Help Others by Giving Yourself the Gift of a College Education

Wednesday, December 23rd, 2009

This time of year is all about giving to others.

But it is difficult to give to others when you feel that something has been left undone in your own life.

Many who have not earned their college degree live everyday with the regret of not having finished college.

According to a recent study by  Johnson, Rochkind, Ott and DuPont, entitled “With Their Whole Lives Ahead of Them”, 65% of students who dropped out of college have given a lot of thought to going back to school.

Over half of those students have not completed their degrees because they work full-time jobs and/or have family commitments, according to the study. Interestingly, only 26% cited ‘not being able to afford it’ as the primary reason for not earning their degree.

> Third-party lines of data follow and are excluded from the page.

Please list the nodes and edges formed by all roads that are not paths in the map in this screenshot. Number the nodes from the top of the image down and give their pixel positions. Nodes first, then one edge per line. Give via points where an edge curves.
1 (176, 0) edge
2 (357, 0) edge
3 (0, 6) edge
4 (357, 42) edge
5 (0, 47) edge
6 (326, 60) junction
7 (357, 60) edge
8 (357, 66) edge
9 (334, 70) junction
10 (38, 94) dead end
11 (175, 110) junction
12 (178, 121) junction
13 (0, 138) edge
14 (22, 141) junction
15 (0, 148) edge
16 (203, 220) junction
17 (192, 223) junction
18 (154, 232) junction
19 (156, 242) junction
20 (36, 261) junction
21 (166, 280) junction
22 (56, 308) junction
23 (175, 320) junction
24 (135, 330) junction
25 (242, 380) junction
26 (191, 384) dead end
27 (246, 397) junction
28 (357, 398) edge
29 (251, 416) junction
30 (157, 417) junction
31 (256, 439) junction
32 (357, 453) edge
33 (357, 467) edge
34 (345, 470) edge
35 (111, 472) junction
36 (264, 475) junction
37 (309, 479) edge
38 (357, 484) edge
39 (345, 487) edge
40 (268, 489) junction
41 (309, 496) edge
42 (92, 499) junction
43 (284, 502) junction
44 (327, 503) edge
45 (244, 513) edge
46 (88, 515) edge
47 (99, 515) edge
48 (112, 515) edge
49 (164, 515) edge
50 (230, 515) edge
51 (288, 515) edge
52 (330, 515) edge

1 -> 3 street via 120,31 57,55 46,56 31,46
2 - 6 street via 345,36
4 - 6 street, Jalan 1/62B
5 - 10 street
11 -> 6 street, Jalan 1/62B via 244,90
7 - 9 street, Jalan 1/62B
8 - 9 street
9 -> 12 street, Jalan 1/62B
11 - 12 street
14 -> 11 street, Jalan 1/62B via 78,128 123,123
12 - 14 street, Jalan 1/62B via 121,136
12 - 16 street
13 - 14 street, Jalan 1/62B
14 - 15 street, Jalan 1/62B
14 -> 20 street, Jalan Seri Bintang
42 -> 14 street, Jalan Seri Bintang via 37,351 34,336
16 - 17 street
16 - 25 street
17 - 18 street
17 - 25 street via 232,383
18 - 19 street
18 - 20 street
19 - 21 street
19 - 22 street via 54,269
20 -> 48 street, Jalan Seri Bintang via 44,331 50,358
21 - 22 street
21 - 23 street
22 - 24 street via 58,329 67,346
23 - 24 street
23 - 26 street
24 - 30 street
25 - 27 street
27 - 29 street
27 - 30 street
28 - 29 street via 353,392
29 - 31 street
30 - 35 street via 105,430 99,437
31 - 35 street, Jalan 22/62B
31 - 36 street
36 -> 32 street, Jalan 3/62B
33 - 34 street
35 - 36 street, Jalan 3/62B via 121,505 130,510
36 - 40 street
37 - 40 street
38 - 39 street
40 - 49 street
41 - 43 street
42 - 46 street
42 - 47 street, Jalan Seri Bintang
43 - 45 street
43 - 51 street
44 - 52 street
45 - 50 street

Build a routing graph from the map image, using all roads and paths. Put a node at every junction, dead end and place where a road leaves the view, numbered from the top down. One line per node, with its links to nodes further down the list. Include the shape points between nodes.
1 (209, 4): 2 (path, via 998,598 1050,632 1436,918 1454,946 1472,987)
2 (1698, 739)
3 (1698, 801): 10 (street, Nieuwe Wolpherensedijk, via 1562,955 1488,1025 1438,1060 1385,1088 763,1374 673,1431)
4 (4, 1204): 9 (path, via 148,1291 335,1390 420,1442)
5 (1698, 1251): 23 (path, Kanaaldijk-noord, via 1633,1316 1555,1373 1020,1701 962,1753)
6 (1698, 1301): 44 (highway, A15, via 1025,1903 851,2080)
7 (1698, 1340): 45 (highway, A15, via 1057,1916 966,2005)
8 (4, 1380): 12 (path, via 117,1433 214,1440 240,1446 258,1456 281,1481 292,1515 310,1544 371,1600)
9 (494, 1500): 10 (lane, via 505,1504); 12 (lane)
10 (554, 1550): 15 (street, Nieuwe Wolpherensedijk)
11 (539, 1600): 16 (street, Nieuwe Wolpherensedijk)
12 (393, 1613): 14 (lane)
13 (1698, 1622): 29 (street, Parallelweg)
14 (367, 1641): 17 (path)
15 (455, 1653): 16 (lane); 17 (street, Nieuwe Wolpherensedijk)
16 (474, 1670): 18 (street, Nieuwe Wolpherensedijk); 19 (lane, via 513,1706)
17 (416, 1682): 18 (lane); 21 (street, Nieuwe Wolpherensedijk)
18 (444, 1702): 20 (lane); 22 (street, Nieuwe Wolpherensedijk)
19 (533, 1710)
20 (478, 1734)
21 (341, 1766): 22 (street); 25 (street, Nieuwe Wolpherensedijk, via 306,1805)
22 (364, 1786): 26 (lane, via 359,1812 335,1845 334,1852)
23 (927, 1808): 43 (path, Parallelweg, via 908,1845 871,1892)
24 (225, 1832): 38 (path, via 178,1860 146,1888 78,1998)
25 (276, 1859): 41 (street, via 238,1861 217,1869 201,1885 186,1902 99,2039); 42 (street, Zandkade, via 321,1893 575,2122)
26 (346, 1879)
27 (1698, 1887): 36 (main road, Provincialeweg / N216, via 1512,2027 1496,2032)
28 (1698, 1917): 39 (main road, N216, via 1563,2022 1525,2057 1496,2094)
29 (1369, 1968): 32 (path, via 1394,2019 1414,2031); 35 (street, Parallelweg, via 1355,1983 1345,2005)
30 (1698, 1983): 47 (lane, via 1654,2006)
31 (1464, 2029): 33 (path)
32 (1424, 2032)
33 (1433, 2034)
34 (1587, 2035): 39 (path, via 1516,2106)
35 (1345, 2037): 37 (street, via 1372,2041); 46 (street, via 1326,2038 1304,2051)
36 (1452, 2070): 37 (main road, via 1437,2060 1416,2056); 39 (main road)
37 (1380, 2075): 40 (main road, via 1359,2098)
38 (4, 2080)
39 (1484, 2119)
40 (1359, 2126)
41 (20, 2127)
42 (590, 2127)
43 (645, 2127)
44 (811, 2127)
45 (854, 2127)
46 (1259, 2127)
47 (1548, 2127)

Online degrees fit perfectly into the schedules of those who work full-time and have family obligations. The mission of online schools is to cater to the needs of adult learners - those who are juggling their responsibilities and need extra attention during the application, enrollment and financial aid process. Accredited online schools usually assign a counselor to each online student to help them with any questions or problems throughout the time they are enrolled in the school.

Students in online degree programs may cozily sit at their home computers and complete assignments at their convenience. That way, school assignments do not have to interfere with work hours or family time.

The gift of a college education to oneself ultimately provides the student with greater potential for higher earnings and greater life fulfillment.

And a prosperous, satisfied college graduate is in a great position to give to others.

So, why keep putting it off — give yourself the gift that keeps on giving.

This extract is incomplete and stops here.